[Ovmsdev] sprintf / crashes
mark at webb-johnson.net
Thu Dec 20 09:29:40 HKT 2012
I think our revisions overlapped. I'd just merged in all your previous changes, plus documentation and server code updates.
I did make some minor layout fixes (where the indentation was wrong - I think you are using 4 spaces, or perhaps tabs, where the rest of the project uses 2). I also added your pseudo-command #6 to the protocol document.
Can you merge in my changes, then re-push yours? I'd like to get this v2 branch complete today and merge back into master tonight (my time).
Going forward, do you still want to maintain and work off your clone, or would it be easier if I just gave you write access to the main project? Your contributions are so helpful and good, that there is little I am having to do other than just accept them :-)

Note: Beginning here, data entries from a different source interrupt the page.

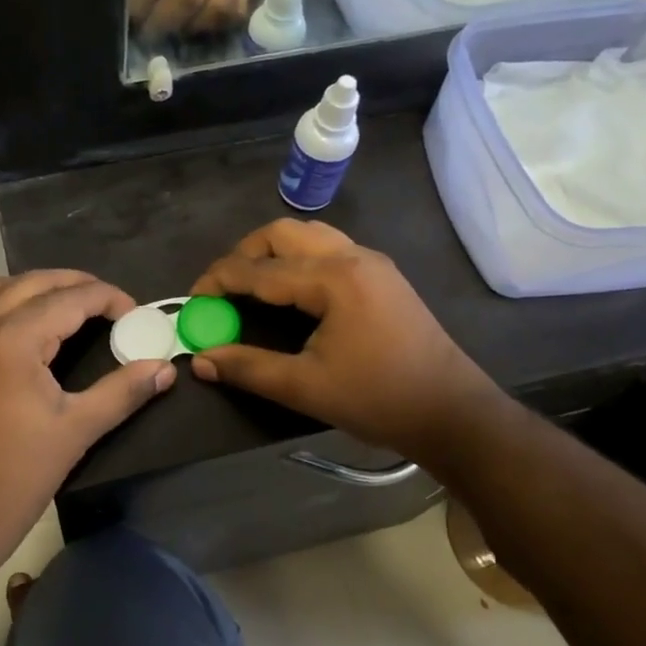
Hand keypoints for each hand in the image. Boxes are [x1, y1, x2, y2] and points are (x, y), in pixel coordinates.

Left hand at [0, 271, 175, 541]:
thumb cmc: (16, 475)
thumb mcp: (77, 430)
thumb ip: (123, 391)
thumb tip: (165, 369)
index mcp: (13, 339)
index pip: (70, 299)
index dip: (109, 299)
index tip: (138, 315)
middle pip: (36, 282)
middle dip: (77, 284)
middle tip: (113, 305)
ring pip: (4, 287)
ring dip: (41, 287)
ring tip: (76, 305)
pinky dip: (12, 300)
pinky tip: (34, 325)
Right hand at [188, 220, 496, 459]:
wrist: (453, 412)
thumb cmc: (379, 399)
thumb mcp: (305, 388)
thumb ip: (248, 368)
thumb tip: (200, 360)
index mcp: (333, 278)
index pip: (259, 269)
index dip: (219, 281)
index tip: (192, 301)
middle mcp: (352, 256)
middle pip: (282, 233)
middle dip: (244, 254)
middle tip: (222, 289)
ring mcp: (371, 262)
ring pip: (308, 235)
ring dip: (272, 252)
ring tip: (251, 285)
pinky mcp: (381, 276)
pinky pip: (328, 248)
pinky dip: (298, 258)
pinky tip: (291, 291)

For the watchdog reboot and occasional ram trashing, I too suspect the NET, NET_MSG or SMS code. It is the only place where things are externally controlled to result in variable length strings. I did review it a while ago, but didn't see anything obvious. The other possibility is sprintf() elsewhere in the code (such as STAT).
Running v2.1.1 in my car, I have seen the firmware version go bizarre about a month ago:
2012-11-21 07:32:06.388834 -0500 info main: #74 C EV915 rx msg F 2.1.1/V2,SFZRE8B15B3000569,1,1,TR2N,3(2G)

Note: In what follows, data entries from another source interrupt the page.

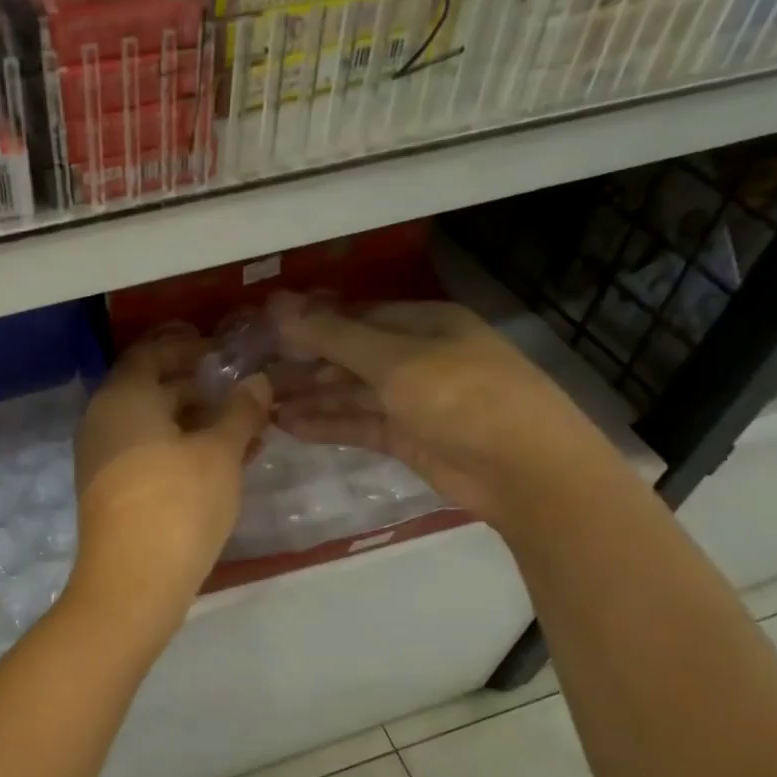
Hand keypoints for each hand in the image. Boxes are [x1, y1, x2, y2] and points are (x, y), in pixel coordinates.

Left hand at [70, 326, 271, 616]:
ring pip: (152, 425)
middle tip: (240, 392)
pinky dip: (179, 449)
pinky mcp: (108, 489)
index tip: (221, 351)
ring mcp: (101, 456)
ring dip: (194, 423)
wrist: (132, 581)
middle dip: (197, 388)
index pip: (151, 352)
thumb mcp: (220, 453)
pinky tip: (220, 464)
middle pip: (151, 388)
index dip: (187, 347)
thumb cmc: (178, 502)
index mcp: (123, 396)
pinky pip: (146, 453)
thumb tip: (257, 382)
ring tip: (243, 431)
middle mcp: (103, 418)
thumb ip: (240, 412)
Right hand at [266, 292, 614, 526]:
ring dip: (309, 397)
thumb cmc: (461, 397)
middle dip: (303, 363)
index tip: (263, 331)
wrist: (525, 471)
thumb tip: (277, 305)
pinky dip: (327, 424)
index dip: (309, 322)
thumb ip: (333, 336)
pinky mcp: (408, 439)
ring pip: (350, 393)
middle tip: (251, 373)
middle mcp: (417, 356)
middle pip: (349, 355)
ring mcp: (413, 400)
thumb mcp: (394, 360)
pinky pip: (359, 424)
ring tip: (260, 403)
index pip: (355, 315)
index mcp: (424, 323)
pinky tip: (288, 426)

2012-11-21 07:34:58.845568 -0500 info main: #61 C EV915 rx msg F 49.51.51/V2,SFZRE8B15B3000569,1,1,TR2N,3(2G)
That is a sprintf().
On 20 Dec, 2012, at 9:13 AM, Michael Balzer <dexter at expeedo.de> wrote:
> I've rewritten all my sprintf() calls now. I introduced a new general string utils family to ease avoiding sprintf(), see my utils module addition.
> I've had no garbled strings since and can now fetch all my history rows from the server, so it had some positive effect.
> But the watchdog timeout reboots still occur, they still occasionally trash variables and I once still got the STKUNF flag from the reboot. That feels like some uninitialised pointer or writing beyond array / string bounds. I'm about to review the basic net code, if you've got an idea where to look first, tell me.
> An example of the RAM trashing can still be seen on the server: MP-0 W17.4,8,17.4,8,17.4,8,17.4,8,-1
> When that occured, a lot of other data was displayed wrong as well.
> The TPMS vars never get written to by the twizy module. The values 17.4 & 8 mean both car_tpms arrays had been filled completely with 0x30 or '8'. Does that ring a bell?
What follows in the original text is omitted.